YOUR GOAL:
Whenever a line in the data contains "ЩОРСА", show that line.

Stored data entries:
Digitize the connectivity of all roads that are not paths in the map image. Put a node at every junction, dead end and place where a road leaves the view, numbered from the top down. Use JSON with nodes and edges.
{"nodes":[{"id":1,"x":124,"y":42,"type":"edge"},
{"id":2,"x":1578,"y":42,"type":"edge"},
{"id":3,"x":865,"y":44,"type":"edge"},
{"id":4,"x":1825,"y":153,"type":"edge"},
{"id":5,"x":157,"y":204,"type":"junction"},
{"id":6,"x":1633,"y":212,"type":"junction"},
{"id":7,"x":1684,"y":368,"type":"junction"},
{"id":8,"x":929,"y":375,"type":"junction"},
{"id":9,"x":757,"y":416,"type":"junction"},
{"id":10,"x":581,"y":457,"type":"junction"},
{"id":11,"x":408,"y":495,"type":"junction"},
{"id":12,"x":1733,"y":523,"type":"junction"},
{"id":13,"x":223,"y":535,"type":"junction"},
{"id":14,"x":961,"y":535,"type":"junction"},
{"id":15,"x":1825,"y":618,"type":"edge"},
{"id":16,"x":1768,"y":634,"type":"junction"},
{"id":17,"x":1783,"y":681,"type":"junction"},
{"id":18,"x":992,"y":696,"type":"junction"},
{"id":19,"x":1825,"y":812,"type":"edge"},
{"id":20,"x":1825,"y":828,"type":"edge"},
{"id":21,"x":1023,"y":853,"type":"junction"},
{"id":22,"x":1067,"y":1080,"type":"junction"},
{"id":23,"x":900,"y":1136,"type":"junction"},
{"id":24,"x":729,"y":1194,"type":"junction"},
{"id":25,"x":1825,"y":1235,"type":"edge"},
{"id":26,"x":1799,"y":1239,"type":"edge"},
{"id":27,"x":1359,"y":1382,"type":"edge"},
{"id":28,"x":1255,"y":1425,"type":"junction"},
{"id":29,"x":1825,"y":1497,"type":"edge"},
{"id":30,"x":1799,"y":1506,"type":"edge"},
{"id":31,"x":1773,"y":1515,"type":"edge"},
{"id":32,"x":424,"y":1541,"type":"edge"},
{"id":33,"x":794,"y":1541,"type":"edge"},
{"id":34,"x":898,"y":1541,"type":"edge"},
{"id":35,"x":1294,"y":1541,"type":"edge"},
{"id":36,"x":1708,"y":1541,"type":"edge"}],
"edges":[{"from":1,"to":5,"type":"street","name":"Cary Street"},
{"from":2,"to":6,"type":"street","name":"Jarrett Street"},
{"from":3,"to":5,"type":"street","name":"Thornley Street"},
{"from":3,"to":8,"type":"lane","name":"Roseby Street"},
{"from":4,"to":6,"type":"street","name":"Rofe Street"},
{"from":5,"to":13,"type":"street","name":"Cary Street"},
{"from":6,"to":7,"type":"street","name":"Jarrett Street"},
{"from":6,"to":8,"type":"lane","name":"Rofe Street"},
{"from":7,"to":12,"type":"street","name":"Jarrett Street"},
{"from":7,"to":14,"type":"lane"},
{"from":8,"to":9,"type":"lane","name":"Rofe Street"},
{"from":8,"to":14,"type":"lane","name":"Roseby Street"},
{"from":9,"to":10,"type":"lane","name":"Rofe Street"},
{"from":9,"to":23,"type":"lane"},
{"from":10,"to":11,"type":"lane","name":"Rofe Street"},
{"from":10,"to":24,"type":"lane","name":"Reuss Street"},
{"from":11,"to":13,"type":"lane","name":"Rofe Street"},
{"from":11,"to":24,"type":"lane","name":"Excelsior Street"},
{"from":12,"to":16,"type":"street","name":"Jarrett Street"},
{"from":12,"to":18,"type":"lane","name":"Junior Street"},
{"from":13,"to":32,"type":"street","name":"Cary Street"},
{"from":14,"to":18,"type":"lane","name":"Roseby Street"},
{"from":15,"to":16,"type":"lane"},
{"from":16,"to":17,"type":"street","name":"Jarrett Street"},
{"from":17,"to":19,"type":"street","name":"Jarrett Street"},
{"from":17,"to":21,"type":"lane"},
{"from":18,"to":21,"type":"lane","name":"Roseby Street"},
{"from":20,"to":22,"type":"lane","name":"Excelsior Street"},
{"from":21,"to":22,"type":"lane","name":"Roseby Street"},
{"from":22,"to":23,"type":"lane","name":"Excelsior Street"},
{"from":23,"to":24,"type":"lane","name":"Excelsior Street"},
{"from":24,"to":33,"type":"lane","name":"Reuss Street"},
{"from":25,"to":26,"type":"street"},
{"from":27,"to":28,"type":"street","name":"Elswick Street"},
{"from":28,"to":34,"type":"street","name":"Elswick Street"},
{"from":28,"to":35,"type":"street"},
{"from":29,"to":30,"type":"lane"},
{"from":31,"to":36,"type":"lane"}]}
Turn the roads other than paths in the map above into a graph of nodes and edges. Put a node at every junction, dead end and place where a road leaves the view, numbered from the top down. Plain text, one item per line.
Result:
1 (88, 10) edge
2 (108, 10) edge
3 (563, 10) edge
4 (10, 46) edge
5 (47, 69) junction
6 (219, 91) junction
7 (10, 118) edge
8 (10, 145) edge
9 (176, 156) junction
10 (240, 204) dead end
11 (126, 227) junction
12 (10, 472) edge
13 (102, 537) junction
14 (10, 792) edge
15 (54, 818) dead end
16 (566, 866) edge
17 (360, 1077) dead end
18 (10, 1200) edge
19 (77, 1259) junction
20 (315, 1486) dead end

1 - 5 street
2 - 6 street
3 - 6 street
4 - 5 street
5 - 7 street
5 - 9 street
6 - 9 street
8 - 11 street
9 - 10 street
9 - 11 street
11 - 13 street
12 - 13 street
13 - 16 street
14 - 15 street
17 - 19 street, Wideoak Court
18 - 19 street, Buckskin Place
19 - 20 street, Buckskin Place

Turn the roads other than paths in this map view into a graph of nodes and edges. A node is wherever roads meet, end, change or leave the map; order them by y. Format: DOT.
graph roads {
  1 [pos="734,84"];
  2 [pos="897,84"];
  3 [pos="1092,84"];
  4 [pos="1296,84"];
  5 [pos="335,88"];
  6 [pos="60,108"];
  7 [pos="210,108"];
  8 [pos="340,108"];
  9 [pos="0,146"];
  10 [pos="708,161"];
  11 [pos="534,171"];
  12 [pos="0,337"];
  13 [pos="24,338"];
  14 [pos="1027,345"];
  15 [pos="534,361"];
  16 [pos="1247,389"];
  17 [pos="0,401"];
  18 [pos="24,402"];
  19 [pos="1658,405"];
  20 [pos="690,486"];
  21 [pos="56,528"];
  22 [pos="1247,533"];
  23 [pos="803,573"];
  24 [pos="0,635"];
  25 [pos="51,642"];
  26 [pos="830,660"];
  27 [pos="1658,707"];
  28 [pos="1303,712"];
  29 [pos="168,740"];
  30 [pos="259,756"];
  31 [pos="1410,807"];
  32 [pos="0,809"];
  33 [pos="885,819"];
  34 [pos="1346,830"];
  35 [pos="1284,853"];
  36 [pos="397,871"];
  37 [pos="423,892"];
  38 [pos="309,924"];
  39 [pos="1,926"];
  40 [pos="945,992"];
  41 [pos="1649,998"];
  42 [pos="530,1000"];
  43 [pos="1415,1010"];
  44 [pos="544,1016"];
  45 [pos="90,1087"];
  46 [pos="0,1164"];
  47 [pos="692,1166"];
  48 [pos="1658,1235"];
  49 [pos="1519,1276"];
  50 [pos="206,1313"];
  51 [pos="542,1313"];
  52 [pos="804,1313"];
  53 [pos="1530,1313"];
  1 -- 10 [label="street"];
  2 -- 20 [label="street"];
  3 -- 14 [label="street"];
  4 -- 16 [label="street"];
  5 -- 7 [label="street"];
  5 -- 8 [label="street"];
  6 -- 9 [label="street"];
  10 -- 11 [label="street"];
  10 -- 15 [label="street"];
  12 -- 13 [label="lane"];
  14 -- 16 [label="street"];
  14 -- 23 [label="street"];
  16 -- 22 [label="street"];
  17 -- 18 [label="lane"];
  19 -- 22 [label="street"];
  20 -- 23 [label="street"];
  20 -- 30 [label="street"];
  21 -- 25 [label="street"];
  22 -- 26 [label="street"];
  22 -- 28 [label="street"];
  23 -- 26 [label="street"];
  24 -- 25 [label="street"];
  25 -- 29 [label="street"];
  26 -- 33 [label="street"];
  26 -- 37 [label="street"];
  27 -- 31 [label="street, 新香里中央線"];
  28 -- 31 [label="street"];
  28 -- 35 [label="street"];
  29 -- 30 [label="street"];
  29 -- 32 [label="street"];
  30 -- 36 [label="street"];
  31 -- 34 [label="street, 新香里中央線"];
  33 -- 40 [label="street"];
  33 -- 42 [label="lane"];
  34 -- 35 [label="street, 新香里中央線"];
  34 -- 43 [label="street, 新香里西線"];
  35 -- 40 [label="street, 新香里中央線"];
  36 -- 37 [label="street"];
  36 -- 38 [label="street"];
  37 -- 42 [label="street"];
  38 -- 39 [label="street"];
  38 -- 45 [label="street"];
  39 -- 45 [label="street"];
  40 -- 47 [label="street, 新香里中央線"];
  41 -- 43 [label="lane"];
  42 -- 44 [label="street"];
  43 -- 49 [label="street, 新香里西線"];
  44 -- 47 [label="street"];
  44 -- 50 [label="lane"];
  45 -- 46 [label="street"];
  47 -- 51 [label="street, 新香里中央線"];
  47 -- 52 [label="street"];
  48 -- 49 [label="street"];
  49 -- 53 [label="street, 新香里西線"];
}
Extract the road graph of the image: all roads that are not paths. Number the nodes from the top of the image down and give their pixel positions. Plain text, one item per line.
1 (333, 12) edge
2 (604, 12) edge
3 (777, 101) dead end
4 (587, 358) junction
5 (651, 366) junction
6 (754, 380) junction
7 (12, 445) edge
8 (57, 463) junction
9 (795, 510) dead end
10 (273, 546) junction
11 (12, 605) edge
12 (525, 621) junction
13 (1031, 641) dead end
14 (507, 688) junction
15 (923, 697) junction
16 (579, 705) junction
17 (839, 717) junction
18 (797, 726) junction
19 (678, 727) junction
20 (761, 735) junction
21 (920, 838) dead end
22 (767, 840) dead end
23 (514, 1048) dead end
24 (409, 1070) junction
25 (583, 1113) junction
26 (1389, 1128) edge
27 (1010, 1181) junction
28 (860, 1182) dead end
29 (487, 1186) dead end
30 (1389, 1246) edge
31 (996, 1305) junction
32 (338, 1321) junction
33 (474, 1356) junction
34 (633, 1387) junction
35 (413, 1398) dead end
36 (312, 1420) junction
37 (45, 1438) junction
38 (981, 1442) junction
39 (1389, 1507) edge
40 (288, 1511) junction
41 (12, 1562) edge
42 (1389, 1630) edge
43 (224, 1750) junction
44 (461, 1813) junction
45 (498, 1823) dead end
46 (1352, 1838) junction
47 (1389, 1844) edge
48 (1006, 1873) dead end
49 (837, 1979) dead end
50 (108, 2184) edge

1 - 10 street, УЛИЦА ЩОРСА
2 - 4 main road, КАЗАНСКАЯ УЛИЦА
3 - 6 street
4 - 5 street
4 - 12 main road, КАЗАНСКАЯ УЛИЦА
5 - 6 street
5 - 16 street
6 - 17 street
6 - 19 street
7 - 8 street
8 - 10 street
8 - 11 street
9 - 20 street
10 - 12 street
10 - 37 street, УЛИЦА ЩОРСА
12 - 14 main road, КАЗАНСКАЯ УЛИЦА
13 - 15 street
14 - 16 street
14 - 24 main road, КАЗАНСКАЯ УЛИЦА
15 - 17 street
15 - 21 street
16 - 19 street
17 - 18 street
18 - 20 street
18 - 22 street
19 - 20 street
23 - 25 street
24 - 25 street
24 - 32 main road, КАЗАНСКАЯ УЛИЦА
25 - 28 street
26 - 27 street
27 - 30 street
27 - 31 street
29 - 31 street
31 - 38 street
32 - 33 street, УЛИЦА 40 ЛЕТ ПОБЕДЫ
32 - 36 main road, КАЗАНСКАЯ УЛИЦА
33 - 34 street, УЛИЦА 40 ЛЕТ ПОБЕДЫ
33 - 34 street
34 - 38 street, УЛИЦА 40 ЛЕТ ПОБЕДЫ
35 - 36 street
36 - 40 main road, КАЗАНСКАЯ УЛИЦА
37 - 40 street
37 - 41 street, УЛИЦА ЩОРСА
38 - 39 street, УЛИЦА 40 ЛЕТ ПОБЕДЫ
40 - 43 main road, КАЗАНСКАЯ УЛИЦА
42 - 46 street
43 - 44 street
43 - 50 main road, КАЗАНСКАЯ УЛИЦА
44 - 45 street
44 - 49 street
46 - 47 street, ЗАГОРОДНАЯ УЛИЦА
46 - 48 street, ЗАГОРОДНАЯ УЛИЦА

TASK OUTPUT:
1 - 10 street, УЛИЦА ЩОРСА
10 - 37 street, УЛИЦА ЩОРСА
37 - 41 street, УЛИЦА ЩОРСА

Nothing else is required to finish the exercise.